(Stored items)
Content starts

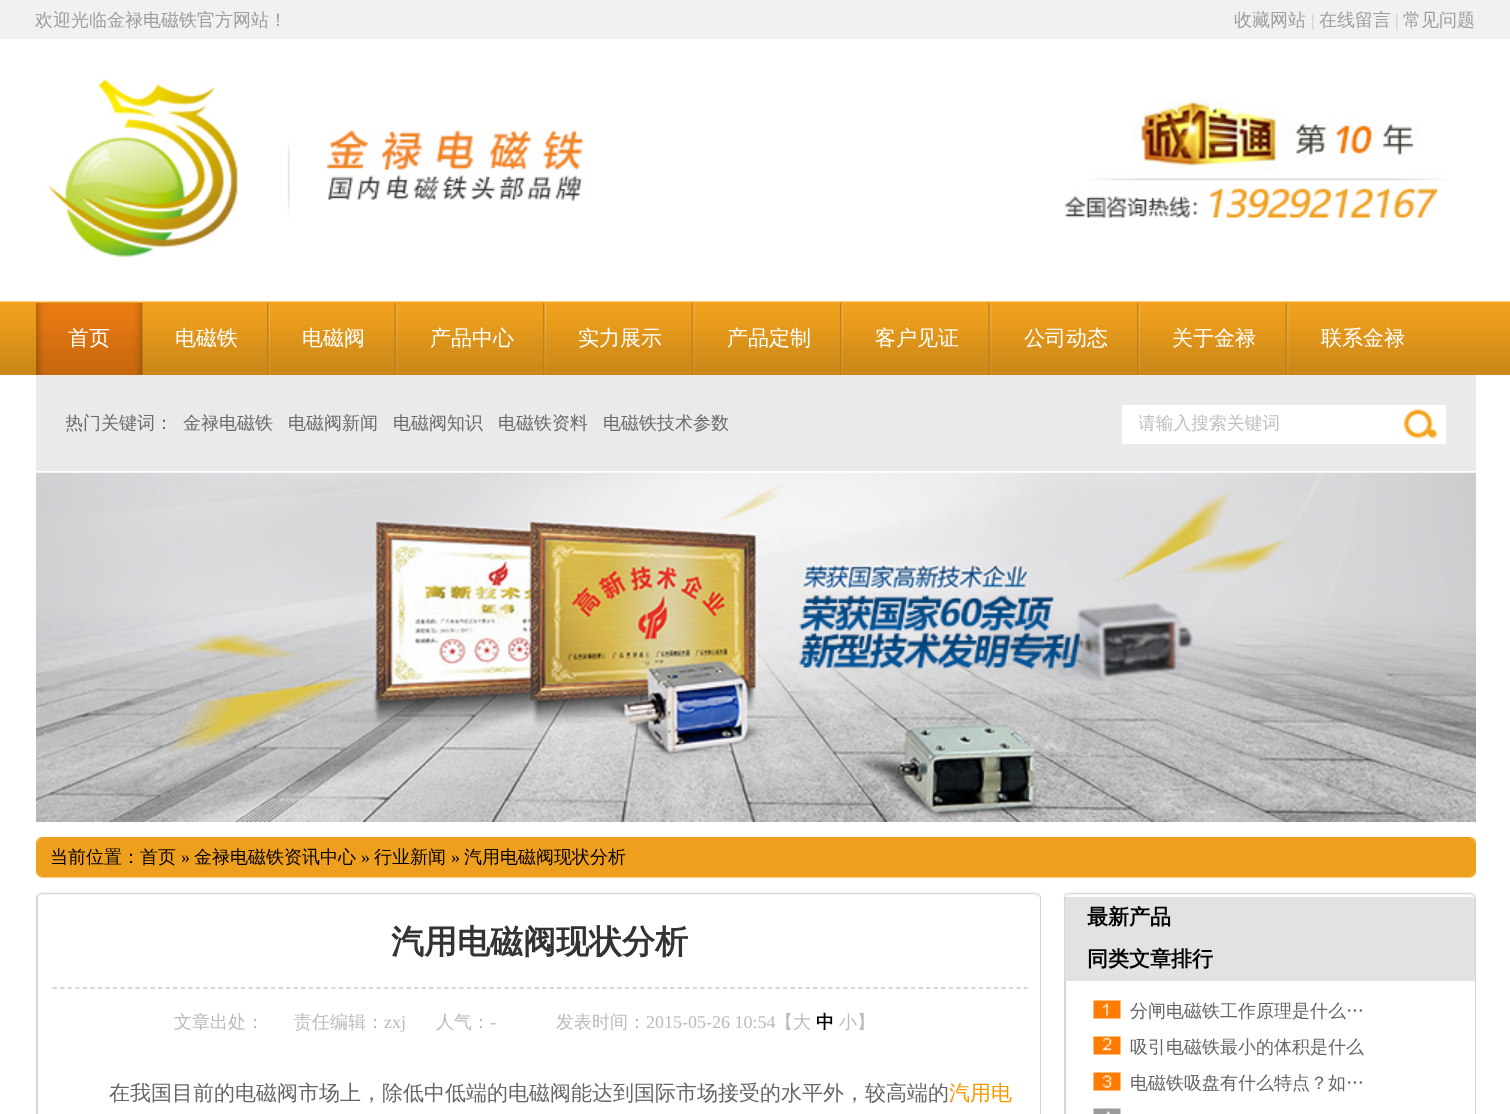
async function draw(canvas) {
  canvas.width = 1510
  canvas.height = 1114
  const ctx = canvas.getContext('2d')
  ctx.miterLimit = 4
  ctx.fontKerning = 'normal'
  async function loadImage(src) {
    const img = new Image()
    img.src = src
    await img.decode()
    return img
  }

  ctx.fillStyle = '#fff'
  ctx.fillRect(0, 0, 1510, 1114)
  ctx.fillStyle = '#f1f0f2'
  ctx.fillRect(0, 0, 1510, 39)
  ctx.font = '500 18px WenQuanYi Zen Hei'
  ctx.fillStyle = '#9d9c9e'
  ctx.fillText('欢迎光临金禄电磁铁官方网站！', 35, 26)
  ctx.fillText('收藏网站', 1234, 26)
  ctx.font = '18px Liberation Serif'
  ctx.fillStyle = '#ccc'
  ctx.fillText('|', 1311, 26)
  ctx.font = '500 18px WenQuanYi Zen Hei'
  ctx.fillStyle = '#9d9c9e'
  ctx.fillText('在线留言', 1319, 26)
  ctx.font = '18px Liberation Serif'
  ctx.fillStyle = '#ccc'
  ctx.fillText('|', 1395, 26)
  ctx.font = '500 18px WenQuanYi Zen Hei'
  ctx.fillStyle = '#9d9c9e'
  ctx.fillText('常见问题', 1403, 26)
  ctx.drawImage(await loadImage('image0.png'), 0, 301, 1510, 74)
  ctx.drawImage(await loadImage('image1.png'), 47, 79, 243, 178)
  ctx.drawImage(await loadImage('image2.png'), 327, 130, 262, 72)
  ctx.drawImage(await loadImage('image3.png'), 1089, 99, 357, 82)
  ctx.drawImage(await loadImage('image4.png'), 1064, 188, 375, 30)
  ctx.drawImage(await loadImage('image5.png'), 142, 303, 1, 72)
  ctx.drawImage(await loadImage('image6.png'), 44, 303, 99, 72)
  ctx.drawImage(await loadImage('image7.png'), 36, 303, 8, 72)
  ctx.font = '500 21px WenQuanYi Zen Hei'
  ctx.fillStyle = '#fff'
  ctx.fillText('首页', 68, 345)
  ctx.drawImage(await loadImage('image8.png'), 267, 303, 3, 72)
  ctx.fillText('电磁铁', 175, 345)
  ctx.drawImage(await loadImage('image9.png'), 394, 303, 4, 72)
  ctx.fillText('电磁阀', 302, 345)
  ctx.drawImage(await loadImage('image10.png'), 543, 303, 3, 72)
  ctx.fillText('产品中心', 430, 345)
  ctx.drawImage(await loadImage('image9.png'), 691, 303, 4, 72)
  ctx.fillText('实力展示', 578, 345)
  ctx.drawImage(await loadImage('image10.png'), 840, 303, 3, 72)
  ctx.fillText('产品定制', 727, 345)
  ctx.drawImage(await loadImage('image9.png'), 988, 303, 4, 72)
  ctx.fillText('客户见证', 875, 345)
  ctx.drawImage(await loadImage('image8.png'), 1137, 303, 3, 72)
  ctx.fillText('公司动态', 1024, 345)
  ctx.drawImage(await loadImage('image9.png'), 1285, 303, 4, 72)
  ctx.fillText('关于金禄', 1172, 345)
  ctx.fillText('联系金禄', 1321, 345)
  ctx.fillStyle = '#eaeaea'
  ctx.fillRect(36, 375, 1440, 96)
  ctx.save()
  ctx.beginPath()
  ctx.rect(66, 405, 1005, 36)
  ctx.clip()
  ctx.font = '500 18px WenQuanYi Zen Hei'
  ctx.fillStyle = '#6c6b6b'
  ctx.fillText('热门关键词：', 65, 429)
  ctx.restore()
  ctx.font = '500 18px WenQuanYi Zen Hei'
  ctx.fillStyle = '#6c6b6b'
  ctx.fillText('金禄电磁铁', 183, 429)
  ctx.fillText('电磁阀新闻', 288, 429)
  ctx.fillText('电磁阀知识', 393, 429)
  ctx.fillText('电磁铁资料', 498, 429)
  ctx.fillText('电磁铁技术参数', 603, 429)
  ctx.fillStyle = '#fff'
  ctx.fillRect(1122, 405, 282, 39)
  ctx.save()
  ctx.beginPath()
  ctx.rect(1139, 413, 270, 24)
  ctx.clip()
  ctx.font = '500 17.75px WenQuanYi Zen Hei'
  ctx.fillStyle = '#c1c1c1'
  ctx.fillText('请输入搜索关键词', 1138, 429)
  ctx.restore()
  ctx.drawImage(await loadImage('image11.png'), 1404, 405, 42, 39)
  ctx.drawImage(await loadImage('image12.png'), 36, 472, 1440, 350)
  ctx.drawImage(await loadImage('image13.png'), 36, 837, 1440, 41)
  ctx.fillStyle = '#000'
  ctx.fillText('当前位置：首页', 50, 863)
  ctx.font = '18px Liberation Serif'
  ctx.fillText('»', 181, 863)
  ctx.font = '500 18px WenQuanYi Zen Hei'
  ctx.fillText('金禄电磁铁资讯中心', 194, 863)
  ctx.font = '18px Liberation Serif'
  ctx.fillText('»', 361, 863)
  ctx.font = '500 18px WenQuanYi Zen Hei'
  ctx.fillText('行业新闻', 374, 863)
  ctx.font = '18px Liberation Serif'
  ctx.fillText('»', 451, 863)
  ctx.font = '500 18px WenQuanYi Zen Hei'
  ctx.fillText('汽用电磁阀现状分析', 464, 863)
  ctx.drawImage(await loadImage('image14.png'), 36, 892, 1005, 5)
  ctx.fillStyle = '#d5d5d5'
  ctx.fillRect(1040, 897, 1, 217)
  ctx.fillRect(36, 897, 2, 217)
  ctx.beginPath()
  ctx.moveTo(52.5, 988)
  ctx.lineTo(1027.5, 988)
  ctx.strokeStyle = '#ccc'
  ctx.lineWidth = 1.5
  ctx.setLineDash([4.5, 3.03])
  ctx.stroke()
  ctx.font = 'bold 33px WenQuanYi Zen Hei'
  ctx.fillStyle = '#333'
  ctx.fillText('汽用电磁阀现状分析', 391, 953)
  ctx.font = '500 18px WenQuanYi Zen Hei'
  ctx.fillStyle = '#bcbbbb'
  ctx.fillText('文章出处：', 174, 1028)
  ctx.fillText('责任编辑：', 294, 1028)
  ctx.font = '18px Liberation Serif'
  ctx.fillText('zxj', 384, 1028)
  ctx.font = '500 18px WenQuanYi Zen Hei'
  ctx.fillText('人气：', 436, 1028)
  ctx.font = '18px Liberation Serif'
  ctx.fillText('-', 490, 1028)
  ctx.font = '500 18px WenQuanYi Zen Hei'
  ctx.fillText('发表时间：', 556, 1028)
  ctx.font = '18px Liberation Serif'
  ctx.fillText('2015-05-26 10:54', 646, 1028)
  ctx.font = '500 18px WenQuanYi Zen Hei'
  ctx.fillText('【大', 775, 1028)
  ctx.font = 'bold 18px WenQuanYi Zen Hei'
  ctx.fillStyle = '#000'
  ctx.fillText('中', 816, 1028)
  ctx.font = '500 18px WenQuanYi Zen Hei'
  ctx.fillStyle = '#bcbbbb'
  ctx.fillText('小】', 839, 1028)
  ctx.font = '500 21px WenQuanYi Zen Hei'
  ctx.fillStyle = '#666'
  ctx.fillText('在我国目前的电磁阀市场上，除低中低端的电磁阀能达到国际市场接受的水平外，较高端的', 109, 1100)
  ctx.fillStyle = '#f79800'
  ctx.fillText('汽用电', 949, 1100)
  ctx.drawImage(await loadImage('image15.png'), 1063, 892, 413, 5)
  ctx.fillStyle = '#d5d5d5'
  ctx.fillRect(1475, 897, 1, 217)
  ctx.fillRect(1064, 897, 2, 217)
  ctx.fillStyle = '#e2e2e2'
  ctx.fillRect(1065, 897, 410, 84)
  ctx.font = 'bold 21px WenQuanYi Zen Hei'
  ctx.fillStyle = '#000'
  ctx.fillText('最新产品', 1087, 924)
  ctx.fillText('同类文章排行', 1087, 966)
  ctx.drawImage(await loadImage('image16.png'), 1093, 1000, 28, 114)
  ctx.font = '500 18px WenQuanYi Zen Hei'
  ctx.fillStyle = '#666'
  ctx.fillText('分闸电磁铁工作原理是什么…', 1130, 1017)
  ctx.fillText('吸引电磁铁最小的体积是什么', 1130, 1053)
  ctx.fillText('电磁铁吸盘有什么特点？如…', 1130, 1089)
}

draw(document.querySelector('canvas'))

Content ends

_TASK OBJECTIVE_.
Among the entries above, copy exactly only the lines starting with the one containing "ctx.fillText('汽用电磁阀现状分析', 464, 863)" and going through the one containing "ctx.fillText('责任编辑：', 294, 1028)", both ends included.

_RESPONSE TO THIS TASK_.
  ctx.fillText('汽用电磁阀现状分析', 464, 863)
  ctx.drawImage(await loadImage('image14.png'), 36, 892, 1005, 5)
  ctx.fillStyle = '#d5d5d5'
  ctx.fillRect(1040, 897, 1, 217)
  ctx.fillRect(36, 897, 2, 217)
  ctx.beginPath()
  ctx.moveTo(52.5, 988)
  ctx.lineTo(1027.5, 988)
  ctx.strokeStyle = '#ccc'
  ctx.lineWidth = 1.5
  ctx.setLineDash([4.5, 3.03])
  ctx.stroke()
  ctx.font = 'bold 33px WenQuanYi Zen Hei'
  ctx.fillStyle = '#333'
  ctx.fillText('汽用电磁阀现状分析', 391, 953)
  ctx.font = '500 18px WenQuanYi Zen Hei'
  ctx.fillStyle = '#bcbbbb'
  ctx.fillText('文章出处：', 174, 1028)
  ctx.fillText('责任编辑：', 294, 1028)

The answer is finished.